Em Fortaleza, diversas instituições promovem a escuta terapêutica, o atendimento psicológico gratuito ou a preço popular. Confira:
CAPS e Unidades Básicas de Saúde (Saúde da família, Postos e Centros de Saúde).
UPA 24H, SAMU 192, Proto Socorro; Hospitais
Centro de Valorização da Vida – 188 (ligação gratuita)

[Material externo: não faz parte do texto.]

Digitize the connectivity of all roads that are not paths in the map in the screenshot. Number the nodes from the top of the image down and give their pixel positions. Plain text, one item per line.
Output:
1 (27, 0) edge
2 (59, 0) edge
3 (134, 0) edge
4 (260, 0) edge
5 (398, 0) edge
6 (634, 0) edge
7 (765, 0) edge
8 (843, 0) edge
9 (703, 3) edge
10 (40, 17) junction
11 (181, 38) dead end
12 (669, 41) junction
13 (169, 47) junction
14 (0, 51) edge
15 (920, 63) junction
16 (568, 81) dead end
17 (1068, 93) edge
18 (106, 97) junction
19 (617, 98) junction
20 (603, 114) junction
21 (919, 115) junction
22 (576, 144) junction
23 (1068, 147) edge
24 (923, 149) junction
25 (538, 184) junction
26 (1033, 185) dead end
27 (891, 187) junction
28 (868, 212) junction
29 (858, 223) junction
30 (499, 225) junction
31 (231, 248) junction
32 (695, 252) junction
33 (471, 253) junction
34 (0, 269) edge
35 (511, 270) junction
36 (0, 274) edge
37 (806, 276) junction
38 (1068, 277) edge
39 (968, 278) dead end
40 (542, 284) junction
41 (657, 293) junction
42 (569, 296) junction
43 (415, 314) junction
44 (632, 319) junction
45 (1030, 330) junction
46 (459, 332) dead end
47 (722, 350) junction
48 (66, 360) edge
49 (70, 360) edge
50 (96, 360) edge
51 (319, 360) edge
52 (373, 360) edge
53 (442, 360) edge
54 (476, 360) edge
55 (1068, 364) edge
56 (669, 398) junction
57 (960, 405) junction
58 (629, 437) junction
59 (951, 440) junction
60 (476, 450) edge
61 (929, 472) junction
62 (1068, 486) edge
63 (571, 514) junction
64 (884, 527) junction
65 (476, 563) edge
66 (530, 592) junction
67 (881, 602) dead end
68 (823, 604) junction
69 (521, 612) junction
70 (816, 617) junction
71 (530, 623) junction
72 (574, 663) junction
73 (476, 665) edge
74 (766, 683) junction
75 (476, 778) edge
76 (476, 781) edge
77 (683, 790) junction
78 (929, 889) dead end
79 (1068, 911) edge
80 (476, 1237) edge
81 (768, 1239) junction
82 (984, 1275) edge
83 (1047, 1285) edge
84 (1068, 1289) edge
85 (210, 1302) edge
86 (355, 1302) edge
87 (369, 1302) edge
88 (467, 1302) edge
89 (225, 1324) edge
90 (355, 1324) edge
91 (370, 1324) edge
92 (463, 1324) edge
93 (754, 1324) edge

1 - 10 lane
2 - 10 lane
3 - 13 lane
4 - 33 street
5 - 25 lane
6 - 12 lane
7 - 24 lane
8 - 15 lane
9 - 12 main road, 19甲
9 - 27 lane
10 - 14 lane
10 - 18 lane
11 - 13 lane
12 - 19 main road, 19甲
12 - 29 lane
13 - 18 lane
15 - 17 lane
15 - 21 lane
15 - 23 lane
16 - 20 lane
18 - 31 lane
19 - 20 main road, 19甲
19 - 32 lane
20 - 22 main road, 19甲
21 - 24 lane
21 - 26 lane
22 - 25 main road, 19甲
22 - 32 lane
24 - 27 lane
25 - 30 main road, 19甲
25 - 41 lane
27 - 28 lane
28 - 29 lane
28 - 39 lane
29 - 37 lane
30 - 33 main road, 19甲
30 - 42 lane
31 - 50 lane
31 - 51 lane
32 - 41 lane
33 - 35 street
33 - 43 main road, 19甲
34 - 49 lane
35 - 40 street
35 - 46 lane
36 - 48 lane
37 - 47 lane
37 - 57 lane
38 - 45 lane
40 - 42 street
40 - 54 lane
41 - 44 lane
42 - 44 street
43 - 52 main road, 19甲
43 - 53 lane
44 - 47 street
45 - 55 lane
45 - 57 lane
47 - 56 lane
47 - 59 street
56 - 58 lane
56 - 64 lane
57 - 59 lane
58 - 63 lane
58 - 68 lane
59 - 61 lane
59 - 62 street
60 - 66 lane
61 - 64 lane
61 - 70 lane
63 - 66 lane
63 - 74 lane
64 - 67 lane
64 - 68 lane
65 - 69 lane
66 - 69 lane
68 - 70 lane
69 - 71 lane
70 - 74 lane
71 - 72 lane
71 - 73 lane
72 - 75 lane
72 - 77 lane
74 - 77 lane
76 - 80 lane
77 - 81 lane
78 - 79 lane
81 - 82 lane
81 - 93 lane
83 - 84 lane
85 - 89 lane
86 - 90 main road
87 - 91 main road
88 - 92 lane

CENTRO DE ATENÇÃO PSICOSSOCIAL (CAPS)
Endereço: R. Pinto Madeira, 1550 – Aldeota
Telefone: (85) 3105-2632
Instituto Bia Dote
Endereço: Torre Quixadá – Av. Barão de Studart, 2360 – sala 1106 – Aldeota
Telefone: (85) 3264-2992
Clínica Escola de Psicologia da UFC
Endereço: Rua Waldery Uchôa, 3, no bairro Benfica
Telefone: (85) 3366-7690
Clínica Escola de Psicologia da Unifor – Nami
Endereço: Av. Dr. Valmir Ponte
Telefone: 3477-3611
Clínica Escola Maurício de Nassau
Telefone: 3101-7720
Clínica Escola Fanor
Endereço: Av. Santos Dumont, 7800
Telefone: 3052-4865
Clínica Escola de Psicologia do Centro Universitário Estácio do Ceará
Telefone 3271-1992
Clínica Escola da Uece
Endereço : Av. Dr. Silas Munguba, 1700 – Campus Itapery
Telefone: 3101-9981
Clínica Arcádia
Endereço: Rua Martinho Rodrigues, 191, bairro de Fátima
Telefone: 30345508
Instituto Raízes
Endereço: Rua Adolfo Moreira de carvalho, 86, Edson Queiroz.
Telefone: 34592477
Instituto Sherpa
Endereços: Av. Viena Weyne, 1167 – Lago Jacarey; Av. Antônio Sales, 1885, sala 203, Joaquim Távora.
Telefone: 3271-0564
ATENÇÃO: Sinais como mudanças repentinas de humor, frases inesperadas de alerta pedindo socorro ou comportamentos depressivos podem indicar a necessidade de ajuda. Ao apresentar qualquer um desses sintomas ou sentimentos relacionados, o indicado é procurar ajuda profissional com urgência.